Ok, so I've often said that I don't like beer (or most alchohol for that matter) however, I do try things just on the off chance that I might like them and I've come across a couple that don't taste terrible.  I was hoping to pick the brains of the beer/ale drinkers here, to see if I can find some more that I might like. (Fezz... I'm looking at you here.)

So far in the "tried it and thought it was ok" category

Blue Moon
Sam Adams Summer Ale
DuClaw's Mysterium

Tried and thought "not so great"

Yuengling
Sam Adams OctoberFest
and quite a few others that I can't remember the names of.

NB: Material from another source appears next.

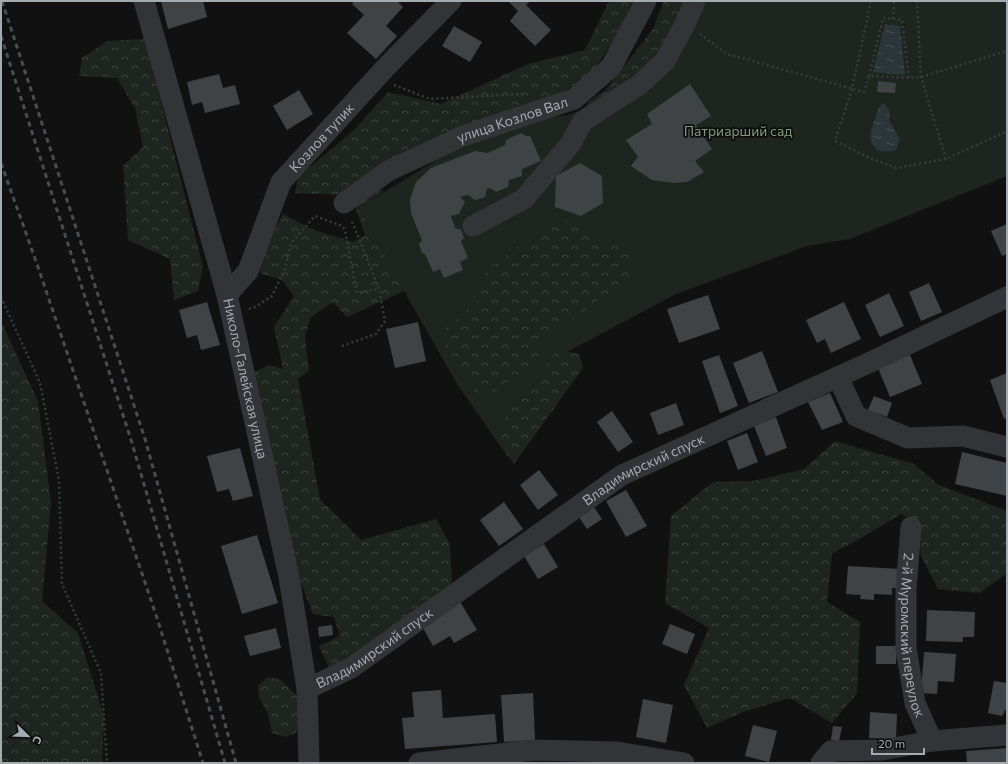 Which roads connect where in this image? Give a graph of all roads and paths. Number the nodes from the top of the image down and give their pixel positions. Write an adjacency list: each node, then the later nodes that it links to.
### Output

Any thoughts? things to try that might be like the ones I've kinda liked? I don't really know enough about beer to know what's good, or bad.

----------


## Fezz

Your first two "Likes" are Belgian Witbier (wheat) Beer Styles. Look for others in that catagory to see if you like them as well. Look for wheat beers in general as well. I am not a fan of those so I can't suggest any.

The DuClaws Mysterium is a spiced/herb beer, sort of similar to the other two beers that you liked.

I'm seeing a trend!

----------


## Psychobablr7

Stella! :)

----------


## Fezz

These should keep you busy for a while!

http://www.servingbeers.com/83/Witbier.html

Start drinking and report back!

----------


## Fezz

Oh............in case a certain eyeglass peddling, cowboy boot wearing, beer guzzling, optical Dude from Texas chimes in on his favorite SWILL.......


Do not drink BUSCH BEER!!

----------


## kat

LOVE LOVE LOVE Blue Moon with a snit of OJ on the side to add into it. Tastes like a beer mimosa. I know I'll take flack for this, but it's all I drink, booze wise that is..

----------


## Jacqui

> LOVE LOVE LOVE Blue Moon with a snit of OJ on the side to add into it. Tastes like a beer mimosa. I know I'll take flack for this, but it's all I drink, booze wise that is..

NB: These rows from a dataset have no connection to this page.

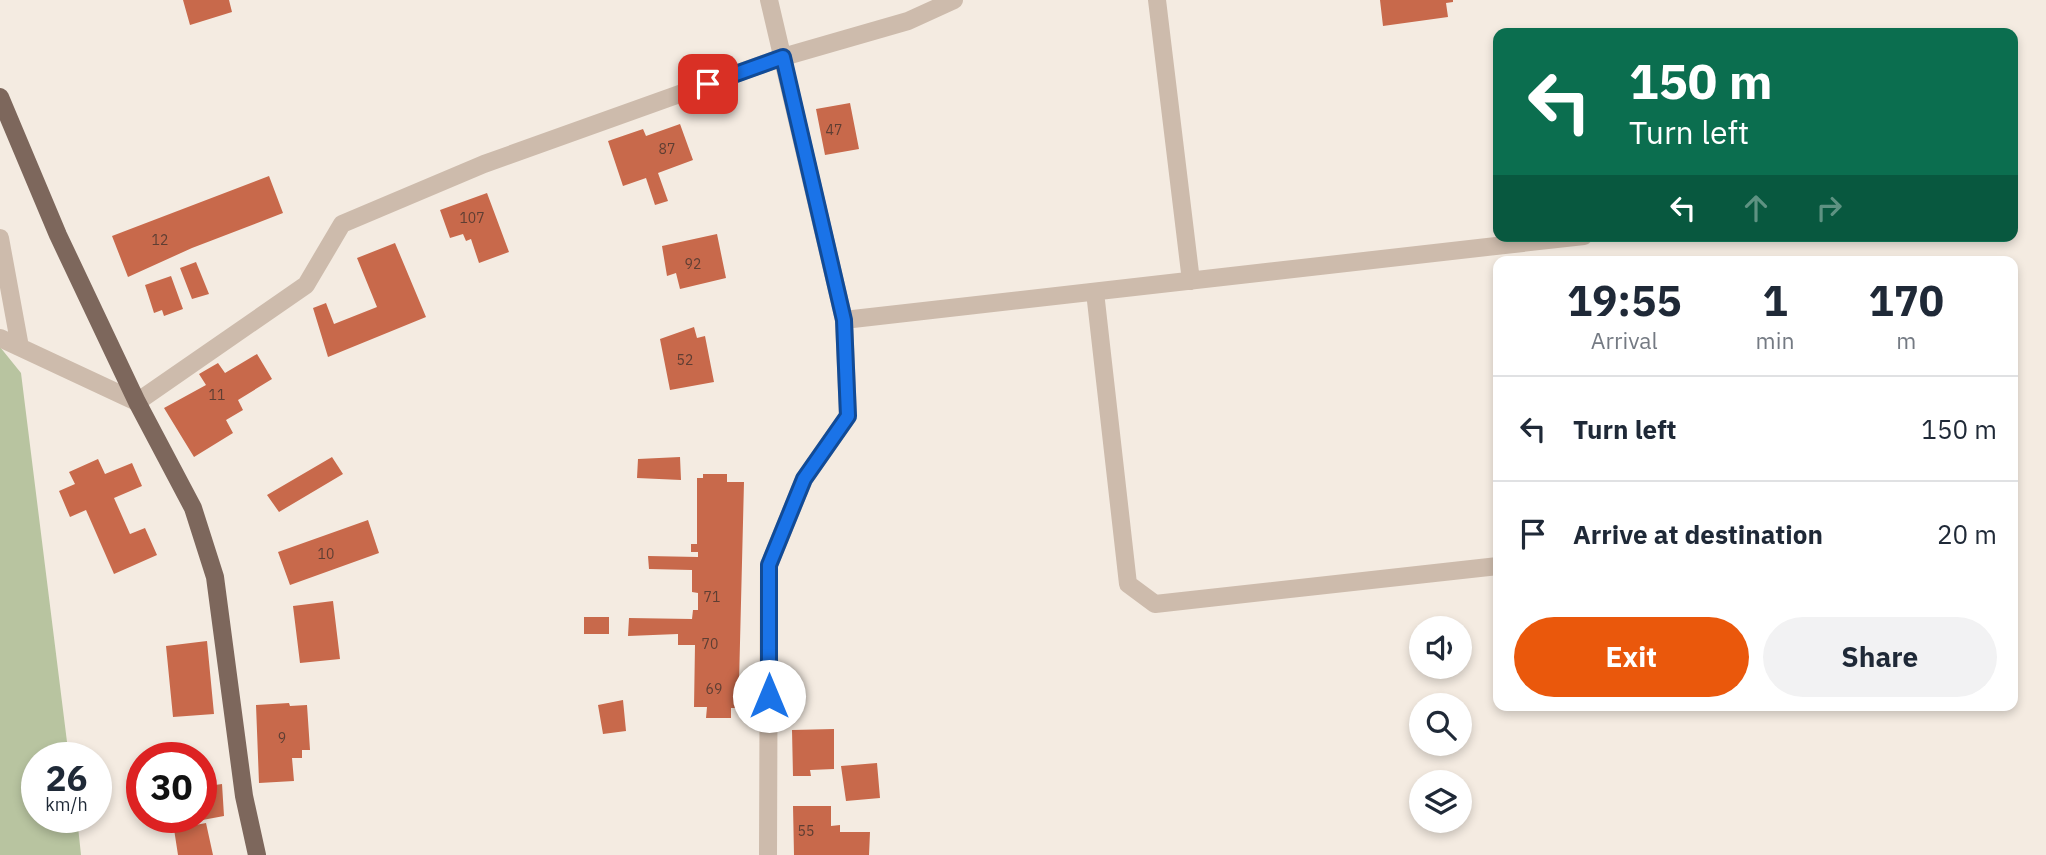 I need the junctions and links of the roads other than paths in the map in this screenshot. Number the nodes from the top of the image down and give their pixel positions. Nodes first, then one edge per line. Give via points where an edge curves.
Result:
1 (769, 0) edge
2 (954, 0) edge
3 (1157, 0) edge
4 (783, 57) junction
5 (0, 97) edge
6 (0, 238) edge
7 (1532, 242) edge
8 (1191, 281) junction
9 (1095, 292) junction
10 (844, 320) junction
11 (0, 338) edge
12 (20, 347) junction
13 (138, 401) junction
14 (1493, 567) edge
15 (257, 855) edge
16 (768, 855) edge

1 - 4 street
2 - 4 street via 908,21
3 - 8 street
4 - 10 street
4 - 13 street via 484,164 342,224 306,285
5 - 13 main road via 58,235
6 - 12 street
7 - 8 street
8 - 9 street
9 - 10 street
9 - 14 street via 1128,584 1155,604
10 - 16 street via 848,416 804,479 769,565
11 - 12 street
12 - 13 street
13 - 15 main road via 194,508 215,577 244,796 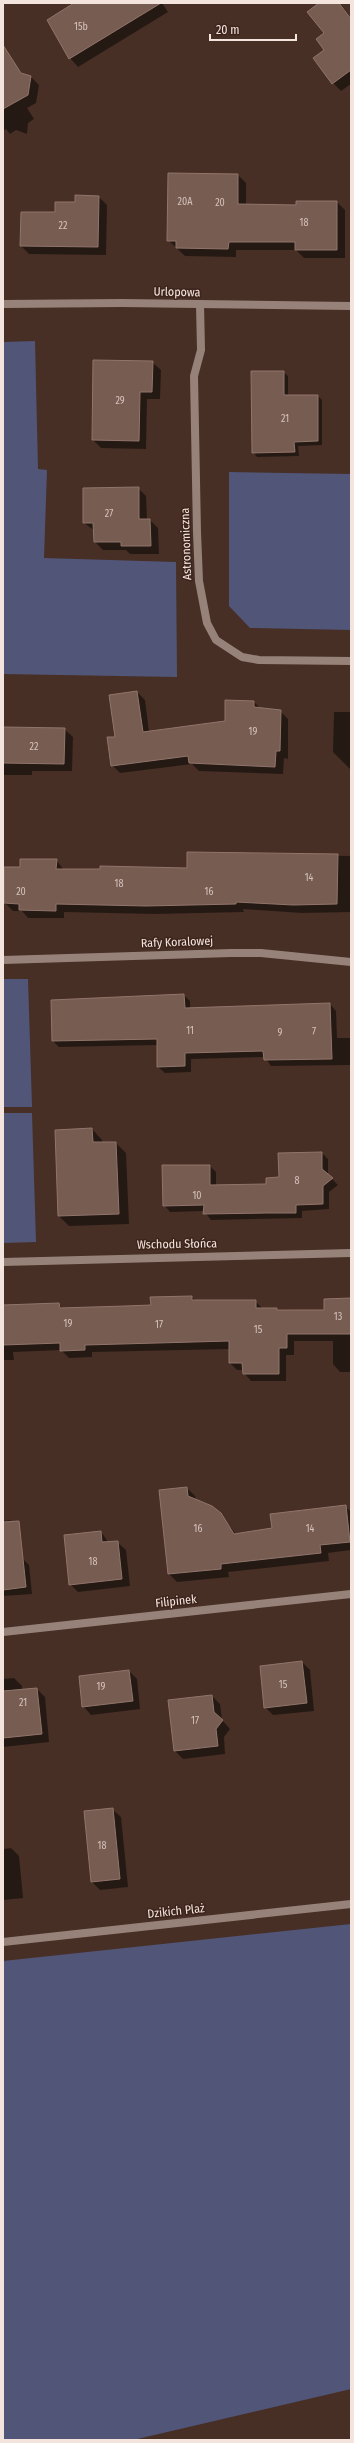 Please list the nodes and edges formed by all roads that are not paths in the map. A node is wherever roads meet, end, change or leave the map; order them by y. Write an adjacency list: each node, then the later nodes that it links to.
1 (3, 304): 2 (street, Urlopowa)
2 (200, 304): 3 (street, Urlopowa); 4 (street, Astronomiczna)
3 (351, 306)
4 (351, 661)
5 (3, 960): 6 (street, Rafy Koralowej)
6 (351, 962)
7 (351, 1253): 8 (street, Wschodu Słońca)
8 (3, 1262)
9 (351, 1594): 10 (street, Filipinek)
10 (3, 1632)
11 (351, 1904): 12 (street, Dzikich Plaż)
12 (3, 1942)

This is rather popular in parts of Nebraska, many bars there serve it as a regular drink

----------


## shanbaum

I try every Sam Adams variety that comes along, but I keep coming back to their Boston Lager - it's the best.  And patriotic, too (at least, it says so on the label).

----------


## becc971

lienenkugal sunset wheat with a squeezer of orange or lemon in it  :Happy:  we served that at a bar i used to work at, and it was our best selling beer!!  Magic Hat (out of vermont) also makes a good summer seasonal comperable to the Belgian wheat variety, but i can't for the life of me remember what it's called!  they have a pretty good distribution so you may be able to find them.  

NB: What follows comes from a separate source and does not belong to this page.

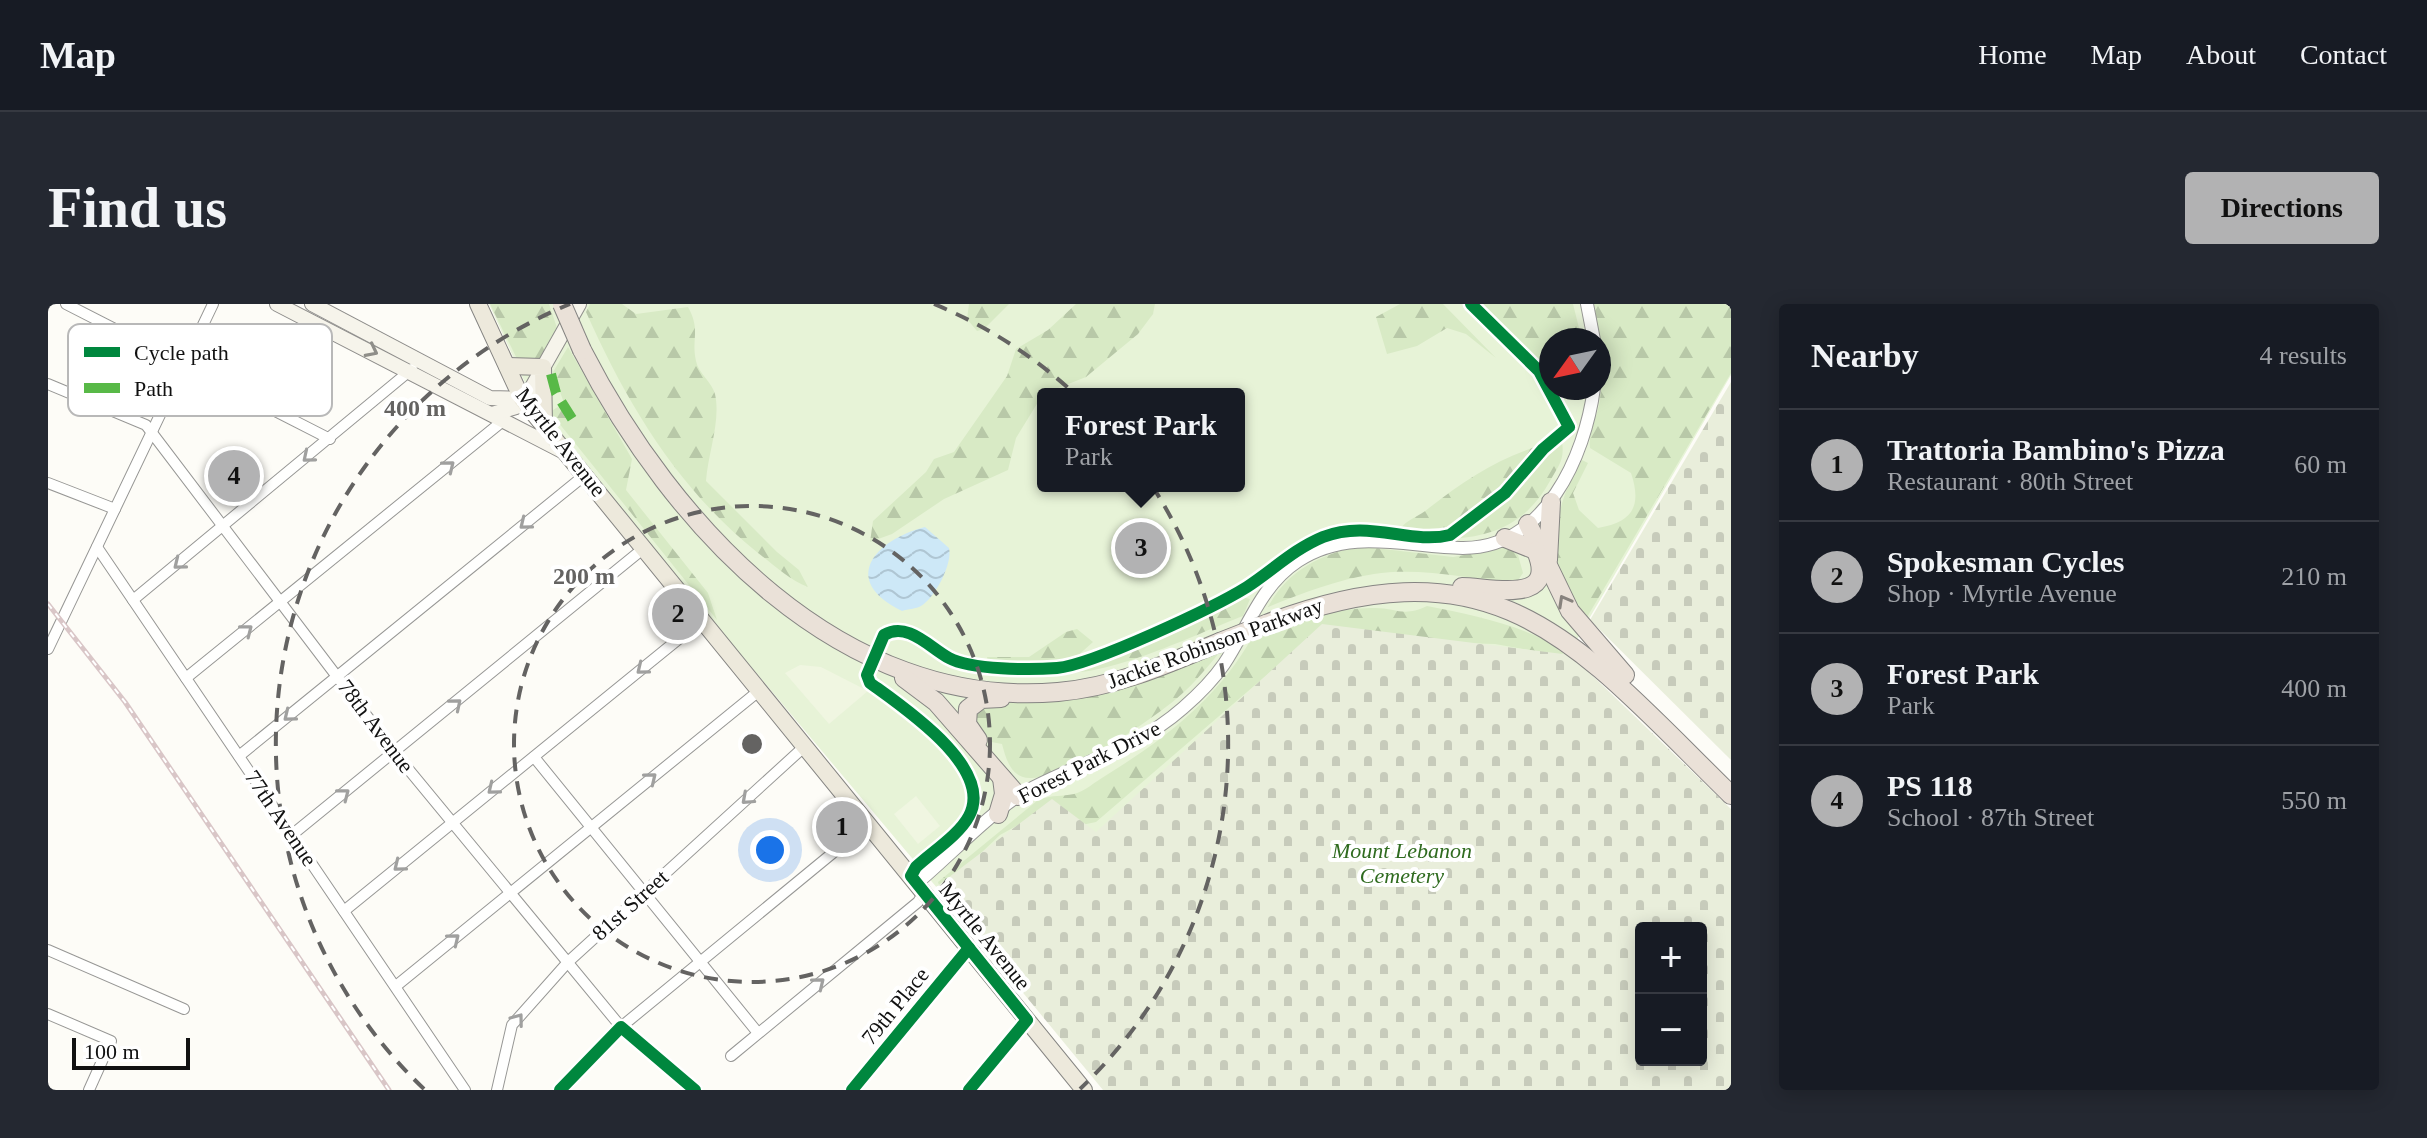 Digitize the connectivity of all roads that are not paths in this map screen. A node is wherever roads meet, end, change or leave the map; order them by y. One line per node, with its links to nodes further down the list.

I'm a porter, stout and lager gal myself  :Smug:  and by all means, send your extra yuengling my way.

----------


## optical24/7

> Oh............in case a certain eyeglass peddling, cowboy boot wearing, beer guzzling, optical Dude from Texas chimes in on his favorite SWILL.......
> 
> 
> Do not drink BUSCH BEER!!


Hey! I resemble that remark!

Ok Fezz, I gotta call you out. You don't know a rat's pitutty about GOOD beer. That horse pee they make you drink up north has got your head buttered up like Mee-Maw's Thanksgiving turkey! You forget.....Busch is a cousin of the KING of BEERS!

 Heck I sent you a special orange camo edition can of Busch, and you sent me a picture the same day you got it....The can was empty! You've been jealous ever since. ( Finally you know what GOOD beer tastes like!) Well, I can understand I guess... If I had to drink swarf bucket beer like you guys, I'd be jealous too..


Bart, go get yourself a real beer...Get yourself some Busch.

----------


## kentmitchell1961

I go for real ales, Guinness, Boddingtons, real Bud (made in Budvar CZ), and here in the US am fond of the many Micros in NH.....  Go Smutty Nose!!

----------


## optilady1

Fire ball whiskey! It's good shared during karaoke!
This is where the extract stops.